For plant managers of new geothermal power station projects, the project presents insights on the challenges and benefits that resulted from implementing the monitoring solution and therefore can gain from this knowledge in their own projects.

The Tauhara geothermal power station
The Tauhara geothermal station is located at the northern end of Lake Taupo in the Waikato region of New Zealand. It is located between the Australian and Pacific tectonic plates in an area called the Taup? Volcanic Zone, which is considered as New Zealand’s best geothermal field in terms of geothermal fluid temperature (240 to 290oC) and non-condensable gas (NCG) content (less than 0.5%).
Tauhara is unique in that it is a fairly large geothermal plant and has the world’s largest single shaft steam turbine for geothermal applications, with a capacity of 174 MW. It will provide up to 3.5% of New Zealand’s electricity needs, which corresponds to 200,000 homes.
Tauhara is owned and operated by Contact Energy (Contact). Following the acquisition of Manawa Energy in July 2025, Contact now operates a combined portfolio of 37 generation assets, including hydro, geothermal, and thermal power stations across New Zealand.
The Te Huka unit 3 geothermal binary plant has been commissioned to produce 51.4MW of energy, and a new 101MW geothermal plant, Te Mihi stage 2, is currently being built and is expected to be operational in 2027. In addition to the geothermal power stations, Contact is also doing work in the geothermal steam fields. All in all, the company, generates more than 88% of its power using renewable sources.
Built on experience
Tauhara is a new project, but its design and implementation are based on many years experience with other geothermal power stations.
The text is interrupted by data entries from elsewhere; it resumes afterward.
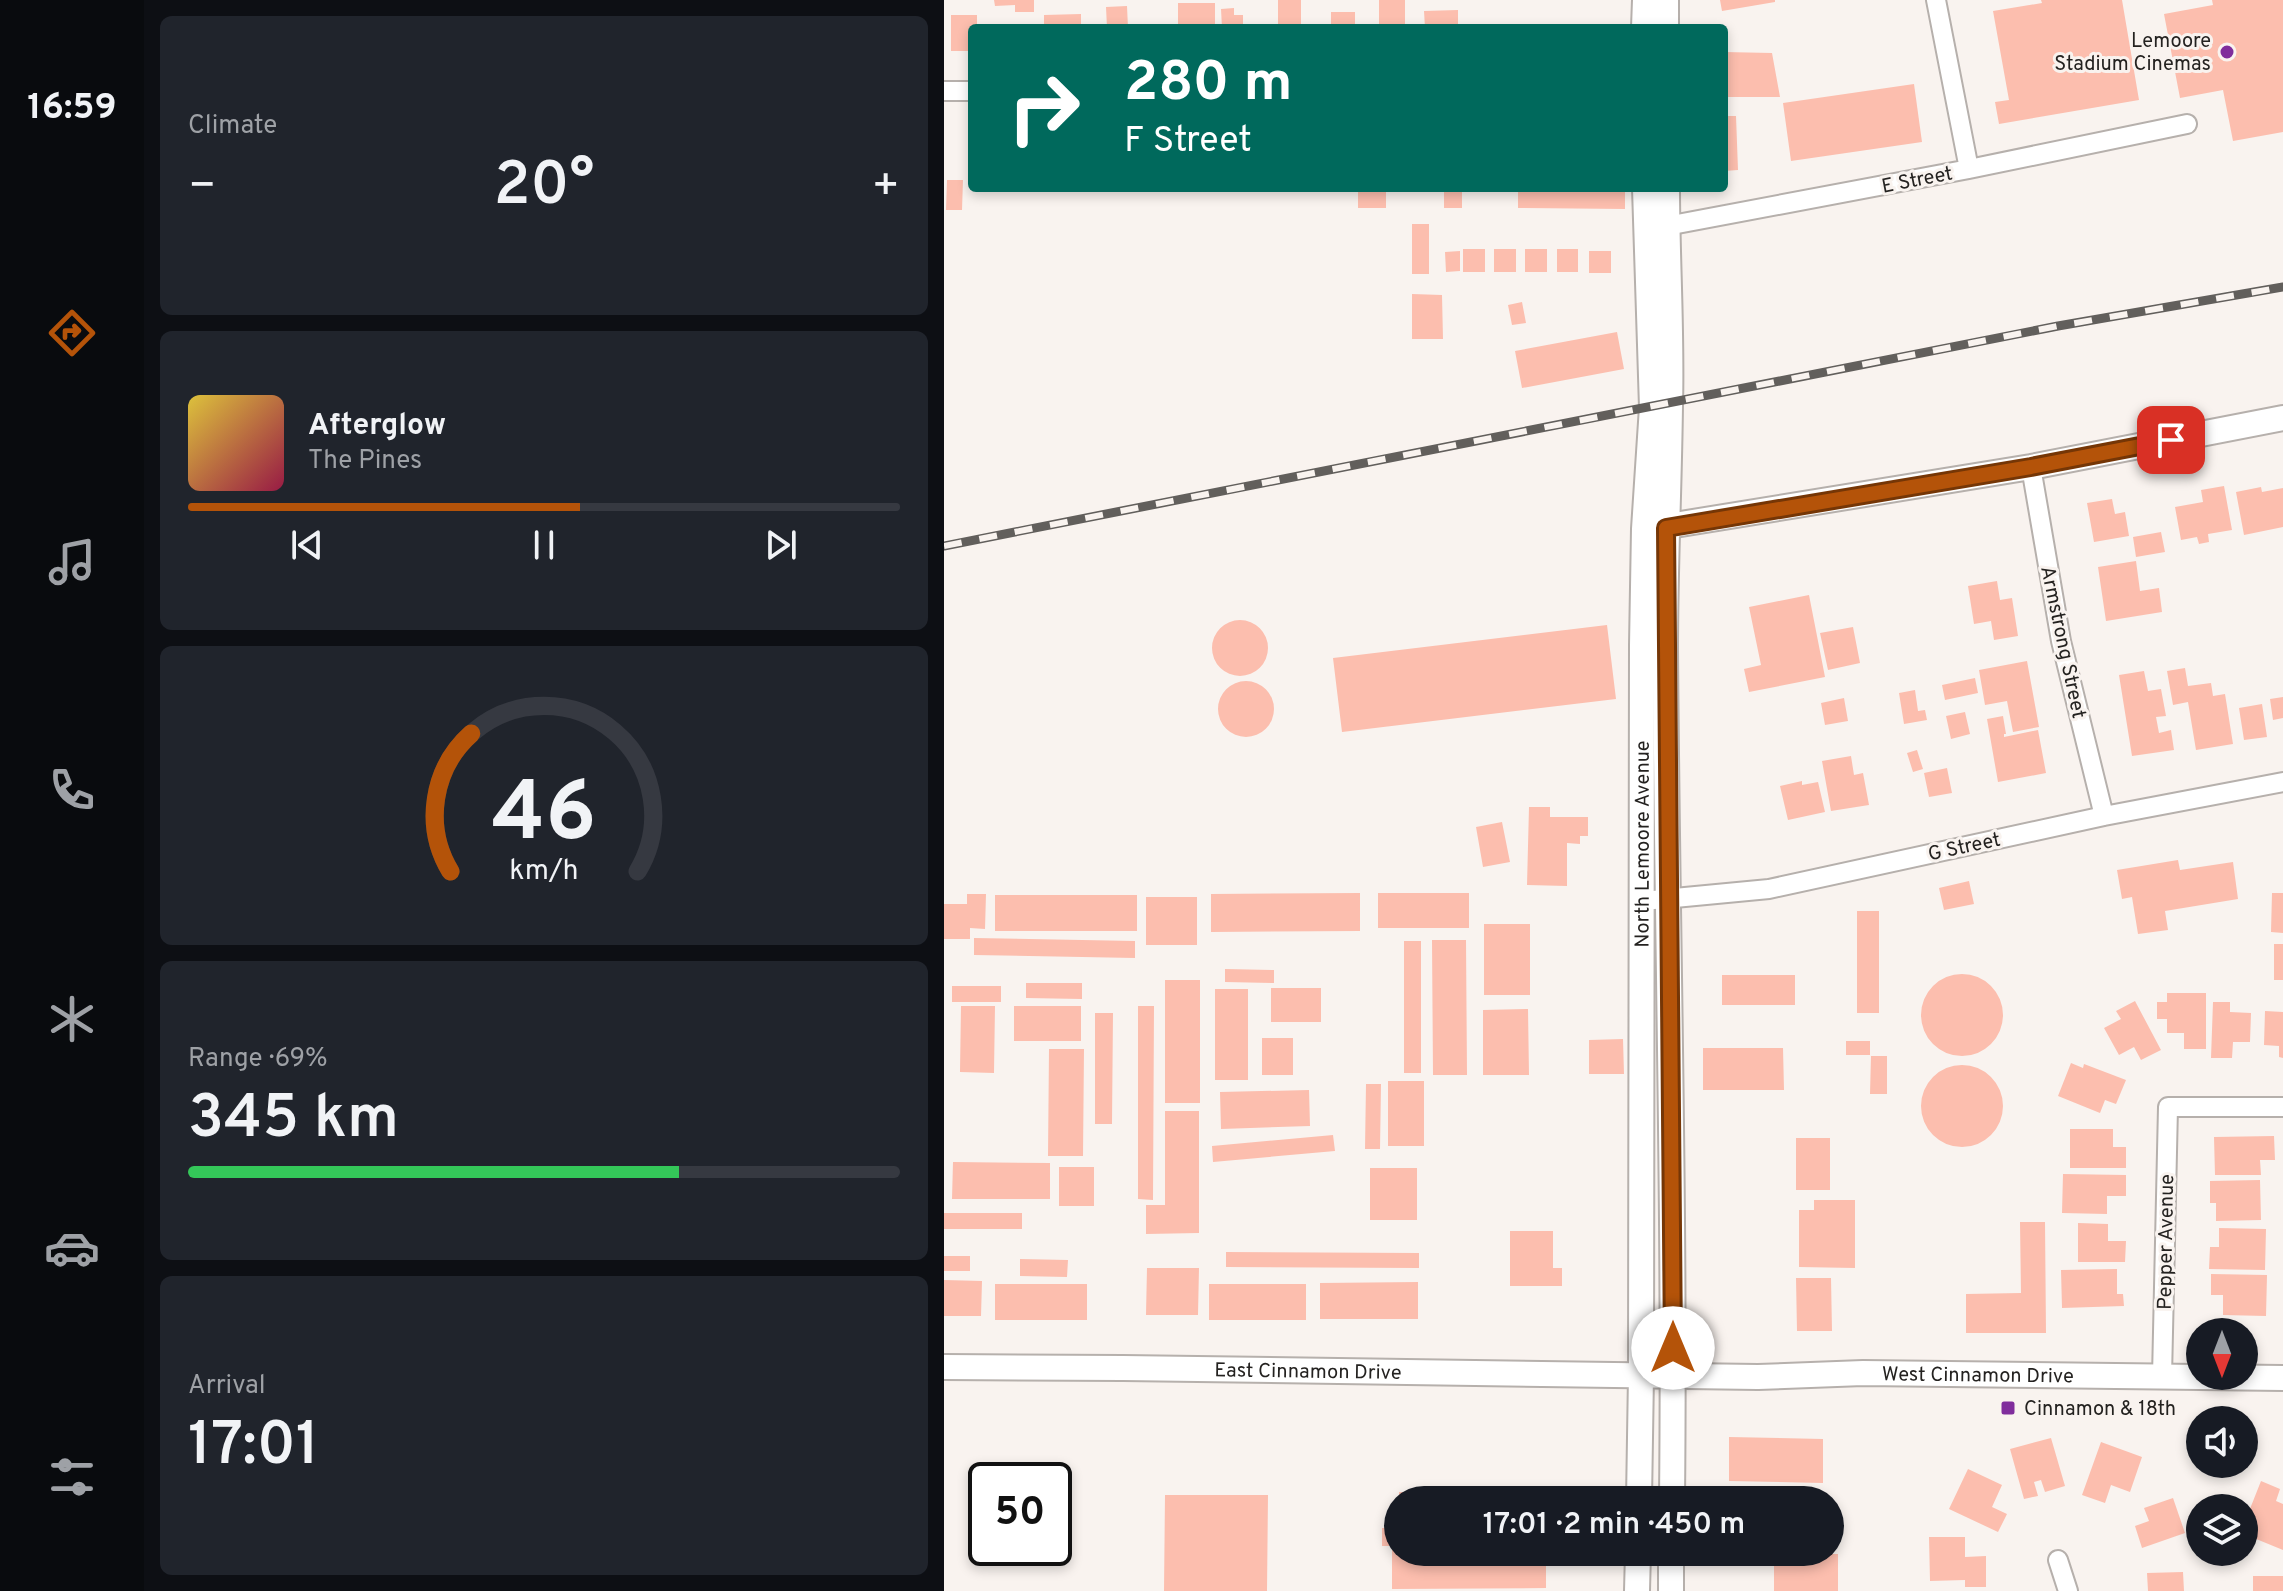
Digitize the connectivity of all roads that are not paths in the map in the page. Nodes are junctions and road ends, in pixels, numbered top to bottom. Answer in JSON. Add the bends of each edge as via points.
{"nodes":[{"id":1,"x":1645,"y":0,"type":"edge"},
{"id":2,"x":1666,"y":0,"type":"edge"},
{"id":3,"x":1936,"y":0,"type":"edge"},
{"id":4,"x":1644,"y":24,"type":"edge"},
{"id":5,"x":1666,"y":24,"type":"edge"},
{"id":6,"x":944,"y":91,"type":"edge"},
{"id":7,"x":968,"y":91,"type":"edge"},
{"id":8,"x":2187,"y":124,"type":"dead end"},
{"id":9,"x":1969,"y":169,"type":"junction"},
{"id":10,"x":1646,"y":192,"type":"edge"},
{"id":11,"x":1666,"y":192,"type":"edge"},
{"id":12,"x":1656,"y":228,"type":"junction"},
{"id":13,"x":2283,"y":418,"type":"edge"},
{"id":14,"x":2031,"y":467,"type":"junction"},
{"id":15,"x":1655,"y":528,"type":"junction"},
{"id":16,"x":2283,"y":782,"type":"edge"},
{"id":17,"x":2104,"y":816,"type":"junction"},
{"id":18,"x":1669,"y":900,"type":"junction"},
{"id":19,"x":1643,"y":901,"type":"junction"},
{"id":20,"x":2283,"y":1107,"type":"edge"},
{"id":21,"x":944,"y":1367,"type":"edge"},
{"id":22,"x":1641,"y":1375,"type":"junction"},
{"id":23,"x":1673,"y":1376,"type":"junction"},
{"id":24,"x":2162,"y":1377,"type":"junction"},
{"id":25,"x":2283,"y":1378,"type":"edge"},
{"id":26,"x":1639,"y":1486,"type":"edge"},
{"id":27,"x":1672,"y":1486,"type":"edge"},
{"id":28,"x":2058,"y":1560,"type":"dead end"},
{"id":29,"x":1638,"y":1566,"type":"edge"},
{"id":30,"x":1671,"y":1566,"type":"edge"},
{"id":31,"x":1637,"y":1591,"type":"edge"},
{"id":32,"x":1671,"y":1591,"type":"edge"},
{"id":33,"x":2068,"y":1591,"type":"edge"}],
"edges":[{"from":1,"to":4,"type":"main road"},
{"from":2,"to":5,"type":"main road"},
{"from":3,"to":9,"type":"street"},
{"from":6,"to":7,"type":"street"},
{"from":8,"to":9,"type":"street","name":"E Street"},
{"from":9,"to":12,"type":"street","name":"E Street"},
{"from":10,"to":12,"type":"main road","name":"North Lemoore Avenue"},
{"from":11,"to":12,"type":"main road","name":"North Lemoore Avenue"},
{"from":12,"to":15,"type":"main road","name":"North Lemoore Avenue","via":[[1670,404]]},
{"from":13,"to":14,"type":"main road"},
{"from":14,"to":15,"type":"main road"},
{"from":14,"to":17,"type":"street","name":"Armstrong Street","via":[[2061,641]]},
{"from":15,"to":18,"type":"main road","name":"North Lemoore Avenue"},
{"from":15,"to":19,"type":"main road","name":"North Lemoore Avenue","via":[[1642,645]]},
{"from":16,"to":17,"type":"street","name":"G Street"},
{"from":17,"to":18,"type":"street","name":"G Street","via":[[1769,889]]},
{"from":18,"to":19,"type":"street","name":"G Street"},
{"from":18,"to":23,"type":"main road","name":"North Lemoore Avenue"},
{"from":19,"to":22,"type":"main road","name":"North Lemoore Avenue"},
{"from":20,"to":24,"type":"street","name":"Pepper Avenue","via":[[2168,1107]]},
{"from":21,"to":22,"type":"main road","name":"East Cinnamon Drive"},
{"from":22,"to":23,"type":"main road","name":"East Cinnamon Drive"},
{"from":22,"to":26,"type":"main road","name":"North Lemoore Avenue"},
{"from":23,"to":24,"type":"main road","name":"West Cinnamon Drive"},
{"from":23,"to":27,"type":"main road","name":"North Lemoore Avenue"},
{"from":24,"to":25,"type":"main road","name":"West Cinnamon Drive"},
{"from":28,"to":33,"type":"street"},
{"from":29,"to":31,"type":"main road"},
{"from":30,"to":32,"type":"main road"}]}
At Contact, there are already 42 steam turbines and 589 balance of plant machinery that are monitored by various systems.
Machine condition monitoring and protection is vital for ensuring machine uptime, efficiency and reliability. Operation and maintenance issues that have occurred in the past and are still considered important to address today include:
- Turbo-generator seal rub – Caused by misalignment due to the flexible earthquake foundation, or by too tight seal clearances.
- Assets spread over wide area – Distance between the power stations and the geothermal steam fields is a logistical challenge
- Breakdown maintenance cost – Much of the balance of plant machinery was not monitored, which was costly
- Geothermal fluid contaminates – Brine corrosion and mineral scaling is present
- Steam turbine O&M issues – Unbalance, misalignment, seal rubs, bow, runout, cracks, under/over loaded bearings, etc.
Experience has been gained on the assets over a period of many years, including optimizing the monitoring strategy that watches over them.
Machine fault detection has traditionally been based on permanently installed monitoring systems that monitored only overall vibration levels to fixed alarm limits and therefore gave only limited lead-time for planning maintenance. Therefore, a portable vibration analyzer has been used in such cases for diagnostics. Although widely used in many of the power stations, this approach is time consuming and not always effective, therefore a new monitoring solution was needed for Tauhara.
Machines to be monitored at Tauhara
As a first step, it is important to determine the critical and semi-critical machines that have to be monitored. The monitoring solution to be considered at Tauhara is not only for the assets in the power station, but also in the steam field.
The heart of the Tauhara power station is the turbo-generating unit, which consists of two double-casing, triple flash condensing reaction steam turbines joined by a single shaft.
Turbine efficiency is optimized in several ways. The triple flash steam system produces more steam, which is quenched in a direct (spray) contact condenser with hybrid, 2-stage combination steam-ejector and liquid ring vacuum pump (see Figure 2) for extra efficiency. This reduces the NCG in the condenser and reduces back pressure on the LP turbine. Contact is currently investigating to re-inject the NCG back into the reservoir to reduce emissions, although the current amount is minimal in the geothermal fluid.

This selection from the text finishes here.